Sir Faraz

Chapter 1664: Story 1664: The Seed of Dawn

Chapter 1664: Story 1664: The Seed of Dawn


The world no longer screamed—it sighed.


The tremors faded into stillness, and the molten skies cooled into ribbons of dim gold. In the heart of the Cradle, amid the black glass and ancient ash, the seed pulsed softly—its glow like a heartbeat waiting to begin.


Zara knelt before it, her fingers trembling as she reached out. The seed was small—no larger than a child’s heart—but it radiated warmth that felt older than time itself. “It’s alive,” she whispered. “But it’s not... just life. It’s everything.”


Damien stood beside her, his armor cracked and smoldering, eyes fixed on the crimson glow. “Everything we fought for, all the blood and dreams—inside that thing?”


The newborn pulse hovered above the seed, its own light dimming in reverence. The First Pulse’s remnants and your rhythm have fused. This seed carries the potential for a new cycle—one unbound by the laws of the old world.

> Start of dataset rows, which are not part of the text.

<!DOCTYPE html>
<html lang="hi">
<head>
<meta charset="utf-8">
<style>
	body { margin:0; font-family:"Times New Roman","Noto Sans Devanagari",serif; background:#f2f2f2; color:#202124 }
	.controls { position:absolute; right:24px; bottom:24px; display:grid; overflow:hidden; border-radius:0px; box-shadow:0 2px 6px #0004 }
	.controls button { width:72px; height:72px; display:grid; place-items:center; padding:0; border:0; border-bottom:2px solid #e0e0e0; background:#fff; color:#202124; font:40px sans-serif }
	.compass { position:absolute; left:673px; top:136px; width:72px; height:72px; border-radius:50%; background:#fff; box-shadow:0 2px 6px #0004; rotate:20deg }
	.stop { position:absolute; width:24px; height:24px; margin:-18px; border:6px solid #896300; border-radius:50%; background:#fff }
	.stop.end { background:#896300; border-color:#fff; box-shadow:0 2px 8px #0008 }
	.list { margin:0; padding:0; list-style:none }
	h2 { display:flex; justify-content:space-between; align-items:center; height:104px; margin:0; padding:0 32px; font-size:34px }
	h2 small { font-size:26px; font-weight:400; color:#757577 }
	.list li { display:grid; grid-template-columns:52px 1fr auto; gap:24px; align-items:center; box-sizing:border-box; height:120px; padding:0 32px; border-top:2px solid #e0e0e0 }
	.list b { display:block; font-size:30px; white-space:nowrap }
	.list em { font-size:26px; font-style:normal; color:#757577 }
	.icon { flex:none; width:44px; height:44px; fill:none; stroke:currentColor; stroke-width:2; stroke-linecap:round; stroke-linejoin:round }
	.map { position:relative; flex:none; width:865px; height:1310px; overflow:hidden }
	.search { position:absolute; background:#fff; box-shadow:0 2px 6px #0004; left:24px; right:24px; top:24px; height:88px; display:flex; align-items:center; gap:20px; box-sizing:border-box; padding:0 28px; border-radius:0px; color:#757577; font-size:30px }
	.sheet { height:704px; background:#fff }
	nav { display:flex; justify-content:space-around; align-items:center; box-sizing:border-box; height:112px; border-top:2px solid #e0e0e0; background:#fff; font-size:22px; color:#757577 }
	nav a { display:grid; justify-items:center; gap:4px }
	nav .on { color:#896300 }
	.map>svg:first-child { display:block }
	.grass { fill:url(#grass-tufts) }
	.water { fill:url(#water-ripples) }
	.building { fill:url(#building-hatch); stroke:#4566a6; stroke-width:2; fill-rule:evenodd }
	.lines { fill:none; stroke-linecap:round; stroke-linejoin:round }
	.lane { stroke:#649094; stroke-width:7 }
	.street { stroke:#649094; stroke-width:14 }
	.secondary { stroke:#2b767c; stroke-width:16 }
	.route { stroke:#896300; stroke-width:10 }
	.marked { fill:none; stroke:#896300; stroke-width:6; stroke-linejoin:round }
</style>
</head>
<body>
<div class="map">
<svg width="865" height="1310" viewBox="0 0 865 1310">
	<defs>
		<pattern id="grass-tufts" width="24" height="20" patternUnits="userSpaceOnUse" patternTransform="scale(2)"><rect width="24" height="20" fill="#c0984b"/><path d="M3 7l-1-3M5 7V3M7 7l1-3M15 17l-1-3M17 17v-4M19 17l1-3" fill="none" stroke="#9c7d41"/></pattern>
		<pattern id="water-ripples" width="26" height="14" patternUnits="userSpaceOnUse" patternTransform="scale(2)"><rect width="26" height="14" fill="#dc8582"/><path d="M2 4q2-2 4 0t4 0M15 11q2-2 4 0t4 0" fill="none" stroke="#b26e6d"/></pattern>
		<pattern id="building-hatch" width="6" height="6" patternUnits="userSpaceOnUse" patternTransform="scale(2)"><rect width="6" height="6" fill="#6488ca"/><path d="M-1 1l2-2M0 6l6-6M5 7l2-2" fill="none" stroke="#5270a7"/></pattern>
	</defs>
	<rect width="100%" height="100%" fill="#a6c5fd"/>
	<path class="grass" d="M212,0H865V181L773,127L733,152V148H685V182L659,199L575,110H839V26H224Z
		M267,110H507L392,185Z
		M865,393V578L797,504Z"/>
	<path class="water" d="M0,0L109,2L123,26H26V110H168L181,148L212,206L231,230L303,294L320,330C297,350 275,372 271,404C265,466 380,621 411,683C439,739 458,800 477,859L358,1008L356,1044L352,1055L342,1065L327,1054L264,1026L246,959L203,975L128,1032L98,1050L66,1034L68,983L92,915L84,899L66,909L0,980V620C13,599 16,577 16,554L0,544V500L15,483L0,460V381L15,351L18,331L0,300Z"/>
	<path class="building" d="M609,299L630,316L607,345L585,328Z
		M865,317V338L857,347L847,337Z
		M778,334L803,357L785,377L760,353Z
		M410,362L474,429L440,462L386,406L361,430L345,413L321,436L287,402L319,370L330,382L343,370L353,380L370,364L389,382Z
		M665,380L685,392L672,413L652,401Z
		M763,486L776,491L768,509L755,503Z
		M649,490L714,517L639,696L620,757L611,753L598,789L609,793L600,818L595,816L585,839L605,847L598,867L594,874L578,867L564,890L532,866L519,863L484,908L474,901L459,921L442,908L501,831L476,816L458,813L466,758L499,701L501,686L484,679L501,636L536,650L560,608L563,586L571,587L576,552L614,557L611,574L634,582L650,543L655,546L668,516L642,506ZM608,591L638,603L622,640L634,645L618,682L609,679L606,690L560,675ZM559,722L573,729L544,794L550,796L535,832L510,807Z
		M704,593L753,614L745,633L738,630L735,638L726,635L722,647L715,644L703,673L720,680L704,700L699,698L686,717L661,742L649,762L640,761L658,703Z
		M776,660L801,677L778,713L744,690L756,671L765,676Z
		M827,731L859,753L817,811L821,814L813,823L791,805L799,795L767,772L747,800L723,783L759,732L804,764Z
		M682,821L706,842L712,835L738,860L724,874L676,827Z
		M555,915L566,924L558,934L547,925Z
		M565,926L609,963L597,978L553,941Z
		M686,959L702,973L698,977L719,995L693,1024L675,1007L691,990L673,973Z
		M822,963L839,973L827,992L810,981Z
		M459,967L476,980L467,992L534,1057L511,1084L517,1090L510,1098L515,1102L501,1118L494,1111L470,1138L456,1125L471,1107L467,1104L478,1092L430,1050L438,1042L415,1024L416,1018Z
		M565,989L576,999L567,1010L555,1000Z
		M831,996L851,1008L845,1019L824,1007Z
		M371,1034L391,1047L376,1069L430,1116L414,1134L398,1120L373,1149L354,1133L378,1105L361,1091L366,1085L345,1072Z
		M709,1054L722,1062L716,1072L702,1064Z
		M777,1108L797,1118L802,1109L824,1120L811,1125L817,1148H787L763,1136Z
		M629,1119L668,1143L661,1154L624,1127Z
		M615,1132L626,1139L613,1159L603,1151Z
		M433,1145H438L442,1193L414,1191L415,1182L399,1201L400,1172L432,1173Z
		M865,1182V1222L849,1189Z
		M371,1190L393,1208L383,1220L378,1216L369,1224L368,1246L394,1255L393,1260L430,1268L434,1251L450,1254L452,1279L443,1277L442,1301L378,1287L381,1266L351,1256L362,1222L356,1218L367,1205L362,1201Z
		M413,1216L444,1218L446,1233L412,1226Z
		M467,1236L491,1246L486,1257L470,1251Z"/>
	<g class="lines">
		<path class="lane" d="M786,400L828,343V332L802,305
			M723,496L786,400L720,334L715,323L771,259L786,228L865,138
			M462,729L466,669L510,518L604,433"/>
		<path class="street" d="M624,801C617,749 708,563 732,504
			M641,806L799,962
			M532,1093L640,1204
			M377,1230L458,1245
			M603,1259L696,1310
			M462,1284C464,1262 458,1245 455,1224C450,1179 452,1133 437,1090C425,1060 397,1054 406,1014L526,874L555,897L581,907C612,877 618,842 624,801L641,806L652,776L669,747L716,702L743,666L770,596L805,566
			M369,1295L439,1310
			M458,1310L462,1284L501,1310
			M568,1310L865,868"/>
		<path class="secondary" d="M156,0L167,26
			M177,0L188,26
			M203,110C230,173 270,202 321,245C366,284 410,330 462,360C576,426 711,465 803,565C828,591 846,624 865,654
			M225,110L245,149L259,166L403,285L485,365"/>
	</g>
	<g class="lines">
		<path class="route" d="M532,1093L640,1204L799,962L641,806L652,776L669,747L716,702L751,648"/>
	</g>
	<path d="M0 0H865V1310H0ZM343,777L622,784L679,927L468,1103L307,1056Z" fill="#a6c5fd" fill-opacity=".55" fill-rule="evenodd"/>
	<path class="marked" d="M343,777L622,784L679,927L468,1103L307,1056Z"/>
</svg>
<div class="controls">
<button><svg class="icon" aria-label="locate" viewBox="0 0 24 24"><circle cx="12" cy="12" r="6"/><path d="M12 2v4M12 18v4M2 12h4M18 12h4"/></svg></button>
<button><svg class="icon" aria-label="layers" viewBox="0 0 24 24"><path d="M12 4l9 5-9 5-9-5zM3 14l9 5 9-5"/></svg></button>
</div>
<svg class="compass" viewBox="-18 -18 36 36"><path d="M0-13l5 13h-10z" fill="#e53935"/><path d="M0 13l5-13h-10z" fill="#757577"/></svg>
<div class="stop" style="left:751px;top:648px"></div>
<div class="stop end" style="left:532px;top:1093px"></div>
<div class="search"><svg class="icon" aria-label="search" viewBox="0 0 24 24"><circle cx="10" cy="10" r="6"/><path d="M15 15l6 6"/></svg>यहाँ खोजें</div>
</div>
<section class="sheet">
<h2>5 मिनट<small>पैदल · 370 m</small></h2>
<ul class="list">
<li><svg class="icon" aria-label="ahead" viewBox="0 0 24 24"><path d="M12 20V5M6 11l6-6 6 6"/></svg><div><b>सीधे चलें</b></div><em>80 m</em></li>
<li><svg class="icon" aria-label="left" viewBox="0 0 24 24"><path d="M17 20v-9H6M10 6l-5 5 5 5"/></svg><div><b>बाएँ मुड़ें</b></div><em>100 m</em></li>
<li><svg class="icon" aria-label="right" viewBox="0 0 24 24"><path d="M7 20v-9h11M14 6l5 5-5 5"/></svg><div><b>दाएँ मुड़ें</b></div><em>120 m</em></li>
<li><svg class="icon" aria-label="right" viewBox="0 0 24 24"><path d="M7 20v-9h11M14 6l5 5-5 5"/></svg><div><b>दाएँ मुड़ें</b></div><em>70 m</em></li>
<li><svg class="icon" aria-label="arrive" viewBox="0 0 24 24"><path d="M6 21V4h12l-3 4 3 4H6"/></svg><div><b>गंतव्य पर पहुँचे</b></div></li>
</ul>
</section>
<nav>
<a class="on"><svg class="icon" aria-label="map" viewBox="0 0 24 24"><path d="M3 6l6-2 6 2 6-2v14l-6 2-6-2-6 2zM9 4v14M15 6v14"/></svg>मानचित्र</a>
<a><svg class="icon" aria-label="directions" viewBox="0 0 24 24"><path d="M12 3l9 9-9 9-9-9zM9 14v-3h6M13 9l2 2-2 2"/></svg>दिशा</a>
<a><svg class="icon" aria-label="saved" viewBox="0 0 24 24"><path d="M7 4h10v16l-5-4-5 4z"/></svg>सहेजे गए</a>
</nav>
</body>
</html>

Zara frowned. “Unbound means unpredictable.”


Yes.


For a long moment, neither spoke. The air was thick with ash and silence. Even the heart of the world seemed to hesitate, listening.


Then the ground quivered—a gentle, rhythmic motion, like the heartbeat of something newborn. Around the seed, the obsidian began to crack. From within those fractures sprouted faint threads of light—roots, weaving through the molten earth.


Damien’s eyes widened. “It’s growing already.”


Zara’s voice softened. “No... it’s learning. It’s drawing from everything around it—the ashes, the blood, the memories. It’s remembering the world before it decides what to become.”


The pulse hummed in concern. Such consciousness in a seed is unstable. If it absorbs too much, it may awaken as another dream—a reflection of the First or the Sixth.


Zara glanced upward, where the ceiling of the Cradle shimmered faintly with unseen skies. “Then we guide it. It won’t be born from domination or silence—it’ll be born from choice.”


Suddenly, the light from the seed flared violently. Shadows twisted on the walls, forming vague shapes—humanoid, reptilian, undead, divine. All of them screamed without sound. The seed was feeding on the memory of every extinction again.


Damien stepped forward, bracing his weapon. “Zara—stop it before it burns through!”


But Zara only raised her hands, her violet-gold light spilling over the growing chaos. “No. It needs to see it all—life, death, everything that came before. It needs to understand before it can dream.”


Her aura enveloped the seed, forming a cocoon of radiance. The visions calmed. The shapes dissolved. The light steadied once more into a single, calm rhythm—like the first heartbeat of dawn.


The pulse whispered, its tone almost awed. It’s listening to you.


Zara exhaled slowly, exhaustion overtaking her. “Then we’ll teach it to dream right.”


Damien caught her as she stumbled, the glow of the new seed reflecting in his eyes. “And if it dreams wrong?”


Zara looked up at him, her voice faint but certain.


“Then we’ll rewrite the dream again.”


Far above, the first sunrise in centuries broke across the scarred world—red as blood, and full of promise.